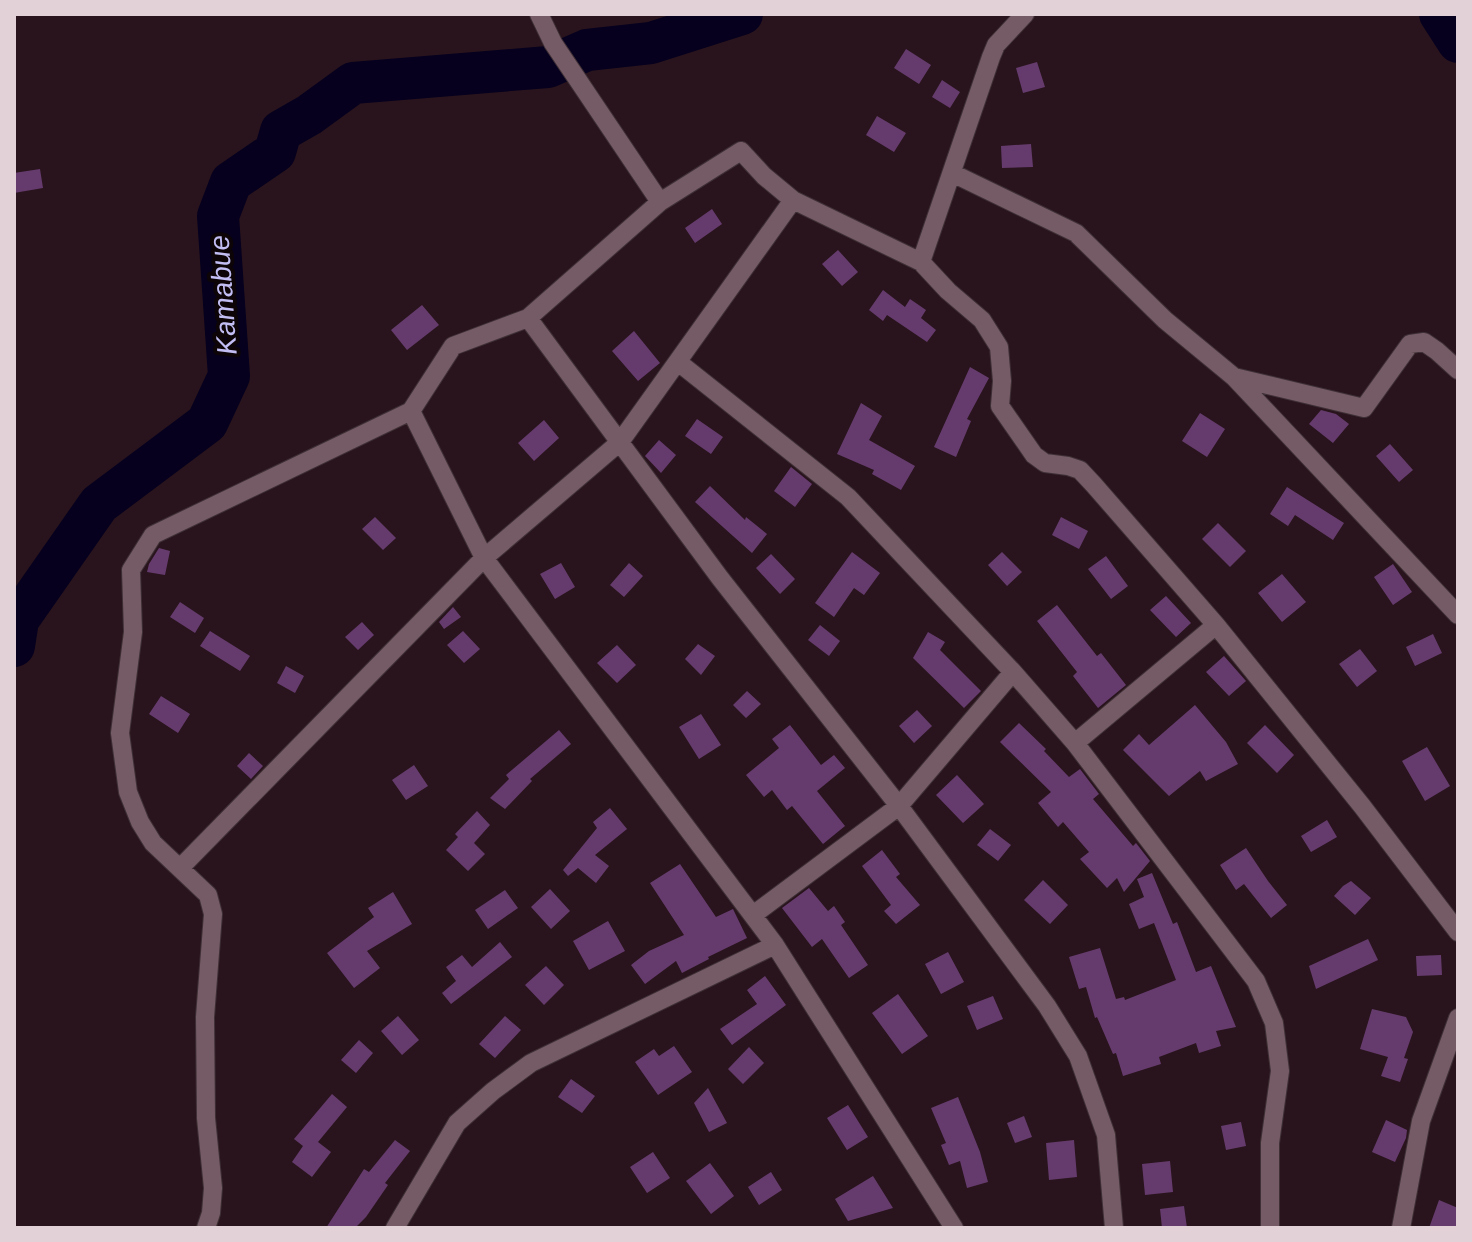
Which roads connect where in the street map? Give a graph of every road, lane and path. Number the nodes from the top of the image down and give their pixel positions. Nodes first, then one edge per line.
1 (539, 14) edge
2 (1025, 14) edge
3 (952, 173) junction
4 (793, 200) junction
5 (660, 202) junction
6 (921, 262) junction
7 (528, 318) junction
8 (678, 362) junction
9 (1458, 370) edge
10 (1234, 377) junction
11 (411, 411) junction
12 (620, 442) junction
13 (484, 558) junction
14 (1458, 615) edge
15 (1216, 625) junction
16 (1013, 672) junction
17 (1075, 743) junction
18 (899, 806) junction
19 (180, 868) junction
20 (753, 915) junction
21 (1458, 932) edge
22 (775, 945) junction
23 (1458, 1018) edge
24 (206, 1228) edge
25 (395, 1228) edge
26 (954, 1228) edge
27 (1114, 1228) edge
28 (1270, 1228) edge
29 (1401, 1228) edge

================================

* [EXERCISE AIM] If a record above contains a picture, leave the picture out and transcribe everything else exactly.

* [RESPONSE TO THIS EXERCISE]
Which roads connect where in the street map? Give a graph of every road, lane and path. Number the nodes from the top of the image down and give their pixel positions. Nodes first, then one edge per line.
1 (539, 14) edge
2 (1025, 14) edge
3 (952, 173) junction
4 (793, 200) junction
5 (660, 202) junction
6 (921, 262) junction
7 (528, 318) junction
8 (678, 362) junction
9 (1458, 370) edge
10 (1234, 377) junction
11 (411, 411) junction
12 (620, 442) junction
13 (484, 558) junction
14 (1458, 615) edge
15 (1216, 625) junction
16 (1013, 672) junction
17 (1075, 743) junction
18 (899, 806) junction
19 (180, 868) junction
20 (753, 915) junction
21 (1458, 932) edge
22 (775, 945) junction
23 (1458, 1018) edge
24 (206, 1228) edge
25 (395, 1228) edge
26 (954, 1228) edge
27 (1114, 1228) edge
28 (1270, 1228) edge
29 (1401, 1228) edge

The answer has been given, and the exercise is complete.